Collected data entries
————————

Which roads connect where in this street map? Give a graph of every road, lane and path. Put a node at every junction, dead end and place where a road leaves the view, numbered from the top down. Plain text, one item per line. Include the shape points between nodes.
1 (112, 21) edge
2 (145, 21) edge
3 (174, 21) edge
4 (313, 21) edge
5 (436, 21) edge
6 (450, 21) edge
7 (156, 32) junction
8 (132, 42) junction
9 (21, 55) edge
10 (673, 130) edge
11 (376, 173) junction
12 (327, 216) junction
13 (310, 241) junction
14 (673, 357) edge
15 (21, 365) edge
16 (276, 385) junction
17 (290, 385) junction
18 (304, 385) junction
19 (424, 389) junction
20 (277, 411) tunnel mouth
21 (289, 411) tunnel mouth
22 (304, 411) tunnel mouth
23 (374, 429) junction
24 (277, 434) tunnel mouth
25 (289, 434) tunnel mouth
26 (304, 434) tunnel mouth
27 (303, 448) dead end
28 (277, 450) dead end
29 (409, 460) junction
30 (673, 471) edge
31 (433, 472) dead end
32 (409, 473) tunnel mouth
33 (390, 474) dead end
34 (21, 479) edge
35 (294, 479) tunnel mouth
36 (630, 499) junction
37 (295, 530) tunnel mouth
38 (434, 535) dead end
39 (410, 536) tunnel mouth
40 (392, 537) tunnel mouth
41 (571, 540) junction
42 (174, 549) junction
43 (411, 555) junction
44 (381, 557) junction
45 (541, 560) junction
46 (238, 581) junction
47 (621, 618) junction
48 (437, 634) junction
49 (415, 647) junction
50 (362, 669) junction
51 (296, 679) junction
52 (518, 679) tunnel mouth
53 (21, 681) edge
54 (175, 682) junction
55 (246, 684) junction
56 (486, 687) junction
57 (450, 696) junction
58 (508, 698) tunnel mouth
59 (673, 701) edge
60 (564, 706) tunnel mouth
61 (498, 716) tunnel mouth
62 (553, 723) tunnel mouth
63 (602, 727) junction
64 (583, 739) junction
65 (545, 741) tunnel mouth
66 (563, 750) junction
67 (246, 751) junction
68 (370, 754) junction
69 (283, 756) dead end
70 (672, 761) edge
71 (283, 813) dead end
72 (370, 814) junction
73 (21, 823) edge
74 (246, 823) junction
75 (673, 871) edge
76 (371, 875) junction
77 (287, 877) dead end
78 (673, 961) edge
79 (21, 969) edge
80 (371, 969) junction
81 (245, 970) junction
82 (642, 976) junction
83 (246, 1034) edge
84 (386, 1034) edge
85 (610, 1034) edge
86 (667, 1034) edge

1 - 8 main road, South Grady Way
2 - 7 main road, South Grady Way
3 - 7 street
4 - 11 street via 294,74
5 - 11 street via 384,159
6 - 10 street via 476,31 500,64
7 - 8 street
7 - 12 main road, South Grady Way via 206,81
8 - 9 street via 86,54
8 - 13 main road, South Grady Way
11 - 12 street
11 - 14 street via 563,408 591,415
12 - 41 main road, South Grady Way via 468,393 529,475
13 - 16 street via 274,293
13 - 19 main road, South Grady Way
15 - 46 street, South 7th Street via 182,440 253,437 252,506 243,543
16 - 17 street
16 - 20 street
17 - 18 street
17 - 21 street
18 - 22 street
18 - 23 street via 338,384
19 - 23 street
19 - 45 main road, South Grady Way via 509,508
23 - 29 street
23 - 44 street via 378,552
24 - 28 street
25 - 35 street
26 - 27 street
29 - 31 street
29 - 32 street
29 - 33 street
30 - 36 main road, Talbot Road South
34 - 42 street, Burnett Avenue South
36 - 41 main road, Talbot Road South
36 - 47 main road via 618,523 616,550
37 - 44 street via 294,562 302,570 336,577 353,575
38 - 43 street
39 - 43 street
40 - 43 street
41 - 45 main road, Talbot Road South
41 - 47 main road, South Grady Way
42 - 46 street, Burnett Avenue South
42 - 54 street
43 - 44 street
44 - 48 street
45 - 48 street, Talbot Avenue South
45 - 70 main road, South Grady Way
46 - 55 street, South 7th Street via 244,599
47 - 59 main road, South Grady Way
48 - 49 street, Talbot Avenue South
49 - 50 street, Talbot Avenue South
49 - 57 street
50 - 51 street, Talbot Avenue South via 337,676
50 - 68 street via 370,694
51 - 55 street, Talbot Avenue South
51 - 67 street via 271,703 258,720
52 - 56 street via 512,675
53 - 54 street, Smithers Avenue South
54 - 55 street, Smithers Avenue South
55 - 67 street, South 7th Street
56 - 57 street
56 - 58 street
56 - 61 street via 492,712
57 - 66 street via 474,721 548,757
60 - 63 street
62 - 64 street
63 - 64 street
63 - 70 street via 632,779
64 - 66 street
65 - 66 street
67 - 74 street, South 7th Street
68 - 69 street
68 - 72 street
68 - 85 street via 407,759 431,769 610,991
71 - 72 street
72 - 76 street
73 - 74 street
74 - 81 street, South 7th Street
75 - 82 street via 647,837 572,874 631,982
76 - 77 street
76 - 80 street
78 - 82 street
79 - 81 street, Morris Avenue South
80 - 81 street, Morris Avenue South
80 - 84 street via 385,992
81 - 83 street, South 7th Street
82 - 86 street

————————

The problem:
Exact copies of all the records are to be printed.

Written response:
Which roads connect where in this street map? Give a graph of every road, lane and path. Put a node at every junction, dead end and place where a road leaves the view, numbered from the top down. Plain text, one item per line. Include the shape points between nodes.
1 (112, 21) edge
2 (145, 21) edge
3 (174, 21) edge
4 (313, 21) edge
5 (436, 21) edge
6 (450, 21) edge
7 (156, 32) junction
8 (132, 42) junction
9 (21, 55) edge
10 (673, 130) edge
11 (376, 173) junction
12 (327, 216) junction
13 (310, 241) junction
14 (673, 357) edge
15 (21, 365) edge
16 (276, 385) junction
17 (290, 385) junction
18 (304, 385) junction
19 (424, 389) junction
20 (277, 411) tunnel mouth
21 (289, 411) tunnel mouth
22 (304, 411) tunnel mouth
23 (374, 429) junction
24 (277, 434) tunnel mouth
25 (289, 434) tunnel mouth
26 (304, 434) tunnel mouth
27 (303, 448) dead end
28 (277, 450) dead end
29 (409, 460) junction
30 (673, 471) edge
31 (433, 472) dead end
32 (409, 473) tunnel mouth
33 (390, 474) dead end
34 (21, 479) edge
35 (294, 479) tunnel mouth
36 (630, 499) junction
37 (295, 530) tunnel mouth
38 (434, 535) dead end
39 (410, 536) tunnel mouth
40 (392, 537) tunnel mouth
41 (571, 540) junction
42 (174, 549) junction
43 (411, 555) junction
44 (381, 557) junction
45 (541, 560) junction
46 (238, 581) junction
47 (621, 618) junction
48 (437, 634) junction
49 (415, 647) junction
50 (362, 669) junction
51 (296, 679) junction
52 (518, 679) tunnel mouth
53 (21, 681) edge
54 (175, 682) junction
55 (246, 684) junction
56 (486, 687) junction
57 (450, 696) junction
58 (508, 698) tunnel mouth
59 (673, 701) edge
60 (564, 706) tunnel mouth
61 (498, 716) tunnel mouth
62 (553, 723) tunnel mouth
63 (602, 727) junction
64 (583, 739) junction
65 (545, 741) tunnel mouth
66 (563, 750) junction
67 (246, 751) junction
68 (370, 754) junction
69 (283, 756) dead end
70 (672, 761) edge
71 (283, 813) dead end
72 (370, 814) junction
73 (21, 823) edge
74 (246, 823) junction
75 (673, 871) edge
76 (371, 875) junction
77 (287, 877) dead end
78 (673, 961) edge
79 (21, 969) edge
80 (371, 969) junction
81 (245, 970) junction
82 (642, 976) junction
83 (246, 1034) edge
84 (386, 1034) edge
85 (610, 1034) edge
86 (667, 1034) edge

1 - 8 main road, South Grady Way
2 - 7 main road, South Grady Way
3 - 7 street
4 - 11 street via 294,74
5 - 11 street via 384,159
6 - 10 street via 476,31 500,64
7 - 8 street
7 - 12 main road, South Grady Way via 206,81
8 - 9 street via 86,54
8 - 13 main road, South Grady Way
11 - 12 street
11 - 14 street via 563,408 591,415
12 - 41 main road, South Grady Way via 468,393 529,475
13 - 16 street via 274,293
13 - 19 main road, South Grady Way
15 - 46 street, South 7th Street via 182,440 253,437 252,506 243,543
16 - 17 street
16 - 20 street
17 - 18 street
17 - 21 street
18 - 22 street
18 - 23 street via 338,384
19 - 23 street
19 - 45 main road, South Grady Way via 509,508
23 - 29 street
23 - 44 street via 378,552
24 - 28 street
25 - 35 street
26 - 27 street
29 - 31 street
29 - 32 street
29 - 33 street
30 - 36 main road, Talbot Road South
34 - 42 street, Burnett Avenue South
36 - 41 main road, Talbot Road South
36 - 47 main road via 618,523 616,550
37 - 44 street via 294,562 302,570 336,577 353,575
38 - 43 street
39 - 43 street
40 - 43 street
41 - 45 main road, Talbot Road South
41 - 47 main road, South Grady Way
42 - 46 street, Burnett Avenue South
42 - 54 street
43 - 44 street
44 - 48 street
45 - 48 street, Talbot Avenue South
45 - 70 main road, South Grady Way
46 - 55 street, South 7th Street via 244,599
47 - 59 main road, South Grady Way
48 - 49 street, Talbot Avenue South
49 - 50 street, Talbot Avenue South
49 - 57 street
50 - 51 street, Talbot Avenue South via 337,676
50 - 68 street via 370,694
51 - 55 street, Talbot Avenue South
51 - 67 street via 271,703 258,720
52 - 56 street via 512,675
53 - 54 street, Smithers Avenue South
54 - 55 street, Smithers Avenue South
55 - 67 street, South 7th Street
56 - 57 street
56 - 58 street
56 - 61 street via 492,712
57 - 66 street via 474,721 548,757
60 - 63 street
62 - 64 street
63 - 64 street
63 - 70 street via 632,779
64 - 66 street
65 - 66 street
67 - 74 street, South 7th Street
68 - 69 street
68 - 72 street
68 - 85 street via 407,759 431,769 610,991
71 - 72 street
72 - 76 street
73 - 74 street
74 - 81 street, South 7th Street
75 - 82 street via 647,837 572,874 631,982
76 - 77 street
76 - 80 street
78 - 82 street
79 - 81 street, Morris Avenue South
80 - 81 street, Morris Avenue South
80 - 84 street via 385,992
81 - 83 street, South 7th Street
82 - 86 street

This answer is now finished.